Once you have the box stall mastered, try hobbling in the trailer. You don't have to pull the trailer but make it part of his routine and teach him to behave inside like the box stall.


----------



## Avna (Jul 11, 2015)

boots said:


> Not hopeless. I have a method that has worked many times, but it may seem harsh.
> 
> You get a piece of iron, one inch wide and three or four inches long. Either burn (with an ox-acetylene torch) a hole close to one end, or have a local machine shop drill a hole close to one end.
> 
> ...


I am trying this with my inveterate pawer. She'll quit if I'm there, but as soon as I leave she'll be back at it. Just saw on of those messages memes on FB that was Brooke to a T . . .

horse: Where are you going?
owner: I'm just going to walk the course.
horse: But I'll be all ALONE
owner: there's lots of horses all around you. You'll be fine.
horse: NOOOO, I can't see you, and there's this horrible banging noise!
owner: try stopping kicking the trailer, then.


----------



## COWCHICK77 (Jun 21, 2010)

7What boots suggested works good too, especially on horses who have the habit and know better than to paw with you in sight. Horses who are ingrained with the habit deep but have been punished with it learn to not paw if you're within reach or sight. 

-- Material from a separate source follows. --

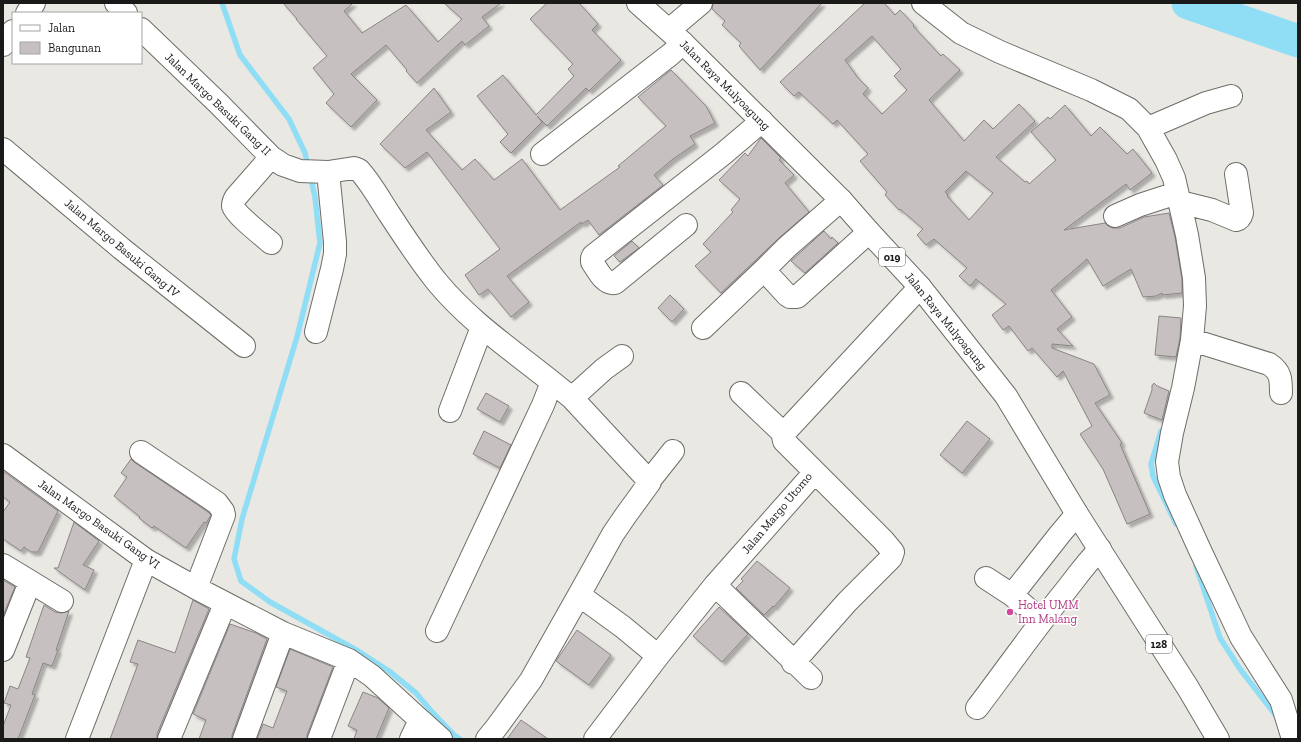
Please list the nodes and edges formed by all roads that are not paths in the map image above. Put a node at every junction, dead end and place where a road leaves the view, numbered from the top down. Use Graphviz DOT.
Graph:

The only caveat to this method is if you don't have the collar on the knee they still will paw BUT at least it won't tear apart your trailer or stall.

I've also had horses quit pawing if tied on a rubber mat and figured out they couldn't dig and and it would not produce any results, sort of speak. Usually that's when they are new to pawing and still testing if anything comes of it.


----------



## COWCHICK77 (Jun 21, 2010)

Avna said:


> I am trying this with my inveterate pawer. She'll quit if I'm there, but as soon as I leave she'll be back at it. Just saw on of those messages memes on FB that was Brooke to a T . . .
> 
> horse: Where are you going?
> owner: I'm just going to walk the course.
> ...


I was typing as you posted, I agree, your horse would be a good candidate for the collar over the knee.


----------